*EXTRACTED ENTRIES:*
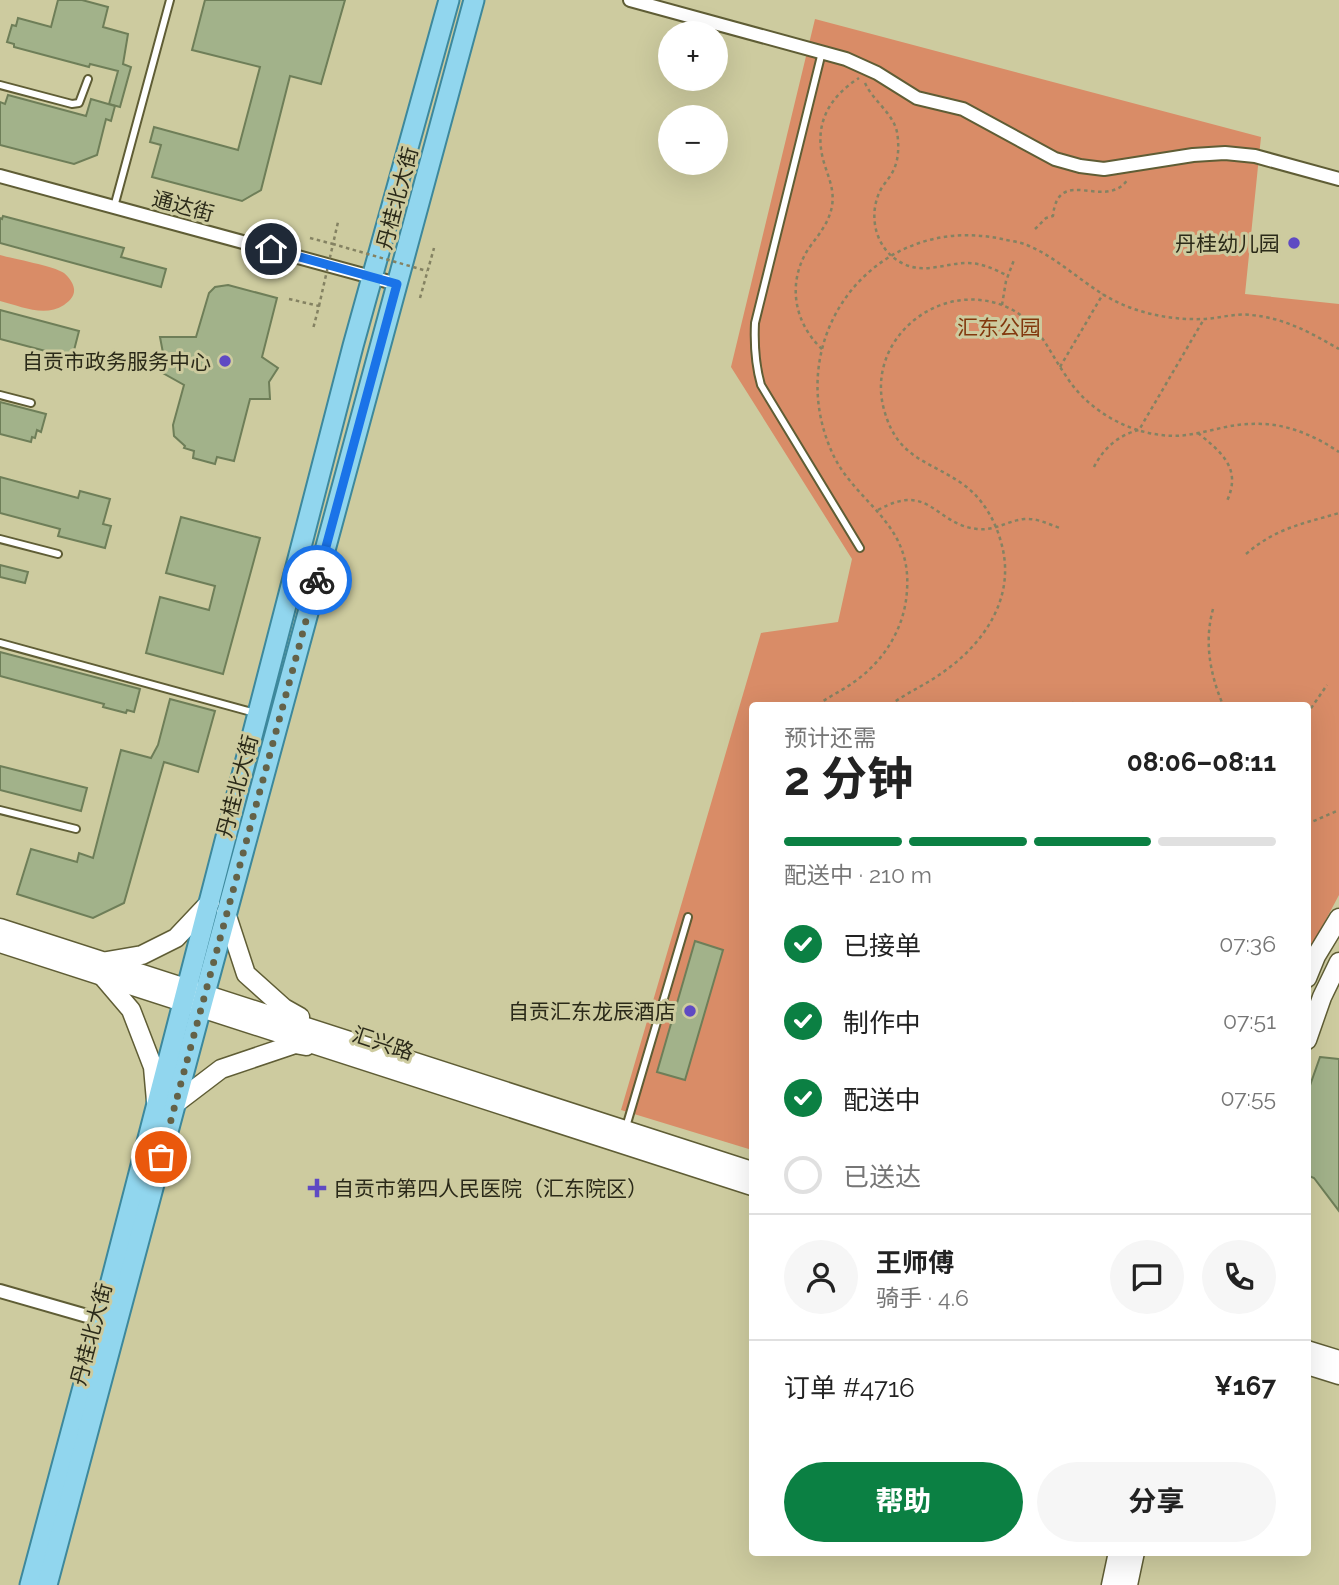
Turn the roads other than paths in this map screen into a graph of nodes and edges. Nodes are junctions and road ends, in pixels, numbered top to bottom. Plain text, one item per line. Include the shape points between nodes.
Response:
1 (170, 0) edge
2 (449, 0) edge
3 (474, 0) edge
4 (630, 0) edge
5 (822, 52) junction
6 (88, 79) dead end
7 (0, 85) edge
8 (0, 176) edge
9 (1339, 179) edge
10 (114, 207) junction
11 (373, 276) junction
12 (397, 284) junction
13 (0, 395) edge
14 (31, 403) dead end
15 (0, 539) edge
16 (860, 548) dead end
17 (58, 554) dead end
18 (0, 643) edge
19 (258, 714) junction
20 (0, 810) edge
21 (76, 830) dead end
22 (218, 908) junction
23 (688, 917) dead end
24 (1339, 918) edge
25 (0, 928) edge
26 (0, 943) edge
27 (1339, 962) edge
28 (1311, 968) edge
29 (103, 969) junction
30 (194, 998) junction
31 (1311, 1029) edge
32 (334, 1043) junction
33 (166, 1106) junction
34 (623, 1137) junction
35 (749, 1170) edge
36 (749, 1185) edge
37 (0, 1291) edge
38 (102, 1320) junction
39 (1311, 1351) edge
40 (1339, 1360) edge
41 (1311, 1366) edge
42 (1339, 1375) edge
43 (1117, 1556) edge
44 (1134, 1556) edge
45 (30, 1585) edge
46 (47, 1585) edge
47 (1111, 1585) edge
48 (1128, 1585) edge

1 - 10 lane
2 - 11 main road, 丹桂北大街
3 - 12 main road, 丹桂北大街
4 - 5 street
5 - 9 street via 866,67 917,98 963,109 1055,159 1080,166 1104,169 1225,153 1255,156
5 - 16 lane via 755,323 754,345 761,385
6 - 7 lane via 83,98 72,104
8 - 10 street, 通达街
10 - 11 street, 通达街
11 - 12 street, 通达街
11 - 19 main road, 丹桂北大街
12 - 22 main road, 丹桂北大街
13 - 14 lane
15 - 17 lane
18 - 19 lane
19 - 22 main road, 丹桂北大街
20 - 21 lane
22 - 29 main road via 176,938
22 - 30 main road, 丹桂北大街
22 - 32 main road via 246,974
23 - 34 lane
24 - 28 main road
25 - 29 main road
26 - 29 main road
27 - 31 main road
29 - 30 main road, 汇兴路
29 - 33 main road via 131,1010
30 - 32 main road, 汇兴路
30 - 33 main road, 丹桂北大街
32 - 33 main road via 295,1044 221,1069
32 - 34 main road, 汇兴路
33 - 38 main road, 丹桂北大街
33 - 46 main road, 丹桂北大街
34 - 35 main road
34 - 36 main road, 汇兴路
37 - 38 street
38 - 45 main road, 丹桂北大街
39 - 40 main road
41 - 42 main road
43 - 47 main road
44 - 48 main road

*ACTIVITY:*
The records above are to be reproduced exactly; the pictures are to be left out.

*ANSWER TO THIS TASK:*
Turn the roads other than paths in this map screen into a graph of nodes and edges. Nodes are junctions and road ends, in pixels, numbered top to bottom. Plain text, one item per line. Include the shape points between nodes.
Response:
1 (170, 0) edge
2 (449, 0) edge
3 (474, 0) edge
4 (630, 0) edge
5 (822, 52) junction
6 (88, 79) dead end
7 (0, 85) edge
8 (0, 176) edge
9 (1339, 179) edge
10 (114, 207) junction
11 (373, 276) junction
12 (397, 284) junction
13 (0, 395) edge
14 (31, 403) dead end
15 (0, 539) edge
16 (860, 548) dead end
17 (58, 554) dead end
18 (0, 643) edge
19 (258, 714) junction
20 (0, 810) edge
21 (76, 830) dead end
22 (218, 908) junction
23 (688, 917) dead end
24 (1339, 918) edge
25 (0, 928) edge
26 (0, 943) edge
27 (1339, 962) edge
28 (1311, 968) edge
29 (103, 969) junction
30 (194, 998) junction
31 (1311, 1029) edge
32 (334, 1043) junction
33 (166, 1106) junction
34 (623, 1137) junction
35 (749, 1170) edge
36 (749, 1185) edge
37 (0, 1291) edge
38 (102, 1320) junction
39 (1311, 1351) edge
40 (1339, 1360) edge
41 (1311, 1366) edge
42 (1339, 1375) edge
43 (1117, 1556) edge
44 (1134, 1556) edge
45 (30, 1585) edge
46 (47, 1585) edge
47 (1111, 1585) edge
48 (1128, 1585) edge

1 - 10 lane
2 - 11 main road, 丹桂北大街
3 - 12 main road, 丹桂北大街
4 - 5 street
5 - 9 street via 866,67 917,98 963,109 1055,159 1080,166 1104,169 1225,153 1255,156
5 - 16 lane via 755,323 754,345 761,385
6 - 7 lane via 83,98 72,104
8 - 10 street, 通达街
10 - 11 street, 通达街
11 - 12 street, 通达街
11 - 19 main road, 丹桂北大街
12 - 22 main road, 丹桂北大街
13 - 14 lane
15 - 17 lane
18 - 19 lane
19 - 22 main road, 丹桂北大街
20 - 21 lane
22 - 29 main road via 176,938
22 - 30 main road, 丹桂北大街
22 - 32 main road via 246,974
23 - 34 lane
24 - 28 main road
25 - 29 main road
26 - 29 main road
27 - 31 main road
29 - 30 main road, 汇兴路
29 - 33 main road via 131,1010
30 - 32 main road, 汇兴路
30 - 33 main road, 丹桂北大街
32 - 33 main road via 295,1044 221,1069
32 - 34 main road, 汇兴路
33 - 38 main road, 丹桂北大街
33 - 46 main road, 丹桂北大街
34 - 35 main road
34 - 36 main road, 汇兴路
37 - 38 street
38 - 45 main road, 丹桂北大街
39 - 40 main road
41 - 42 main road
43 - 47 main road
44 - 48 main road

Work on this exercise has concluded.